Compare Luke 4:1-2 and Luke 4:14. Jesus goes into the desert full of the Holy Spirit but returns in the power of the Holy Spirit.
And Jesus being full of the Holy Ghost returned from Jordan, and was led by the Spirit into the wilderness,
Being forty days tempted of the devil. And in those days he did eat nothing: and when they were ended, he afterward hungered. (Luke 4:1-2)
And Jesus returned in the power of the Spirit into Galilee: and there went out a fame of him through all the region round about. (Luke 4:14)
From this we might deduce that fasting releases the power of the Holy Spirit within us. Before we can make such a statement, we need to look at the Christian life and the struggle between our old, carnal, nature and the Holy Spirit.
First we know that we are strengthened through God, not ourselves, and this is through the Holy Spirit.
But ye shall receive power, after that the Holy Ghost is come upon you: and ye shall be witnesses unto me both in Jerusalem, and in all Judæa, and in Samaria, and unto the uttermost part of the earth. (Acts 1:8)
I can do all things through Christ which strengtheneth me. (Philippians 4:13)
Now unto him that is able to do exceeding abundantly above all that we ask or think, according to the power that worketh in us, (Ephesians 3:20)
However our old nature opposes this work:
For the flesh lusteth against the Spirit, and the Spirit against the flesh: and these are contrary the one to the other: so that ye cannot do the things that ye would. (Galations 5:17)

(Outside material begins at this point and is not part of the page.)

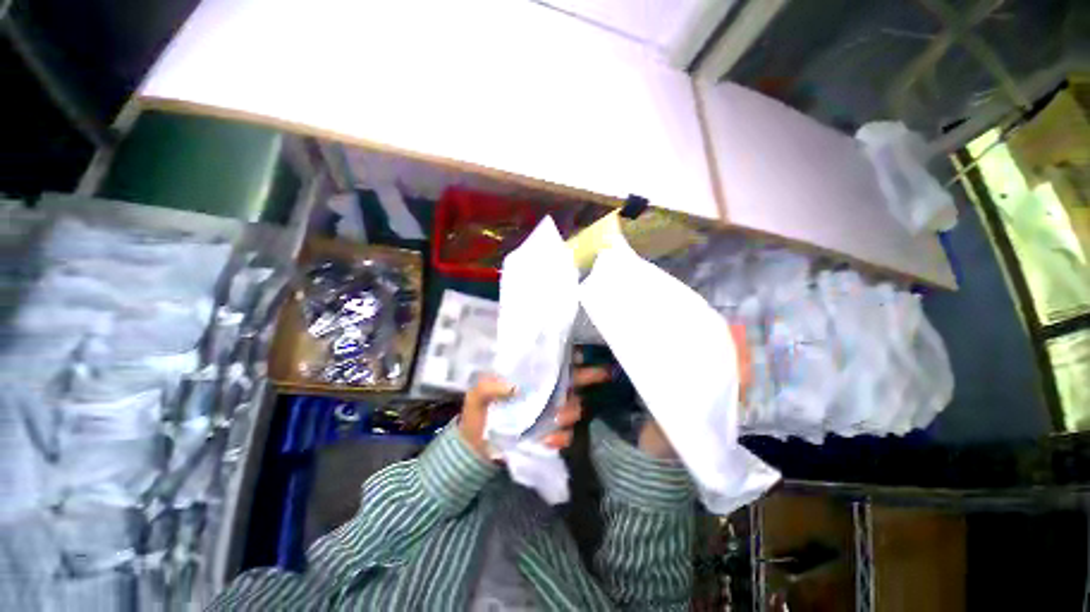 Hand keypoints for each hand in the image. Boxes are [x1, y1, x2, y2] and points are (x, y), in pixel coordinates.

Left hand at [460, 369, 610, 459]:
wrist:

Because the carnal mind is enmity against God: for it is not subject to the law of God, neither indeed can be. (Romans 8:7)
Paul describes how to win this struggle:
And every man that striveth for the mastery is temperate in all things. Now they do it to obtain a corruptible crown; but we an incorruptible.
I therefore so run, not as uncertainly; so fight I, not as one that beateth the air:
But I keep under my body, and bring it into subjection: lest that by any means, when I have preached to others, I myself should be a castaway. (1 Corinthians 9:25-27)
Hence we can say that fasting enables us to control our old nature and desires, hence walking by the Spirit (Galations 5:16) instead of walking in the flesh.
So the purpose of fasting is to humble ourselves before God and to discipline our old nature and physical desires so we can focus on the Spiritual rather than the Physical.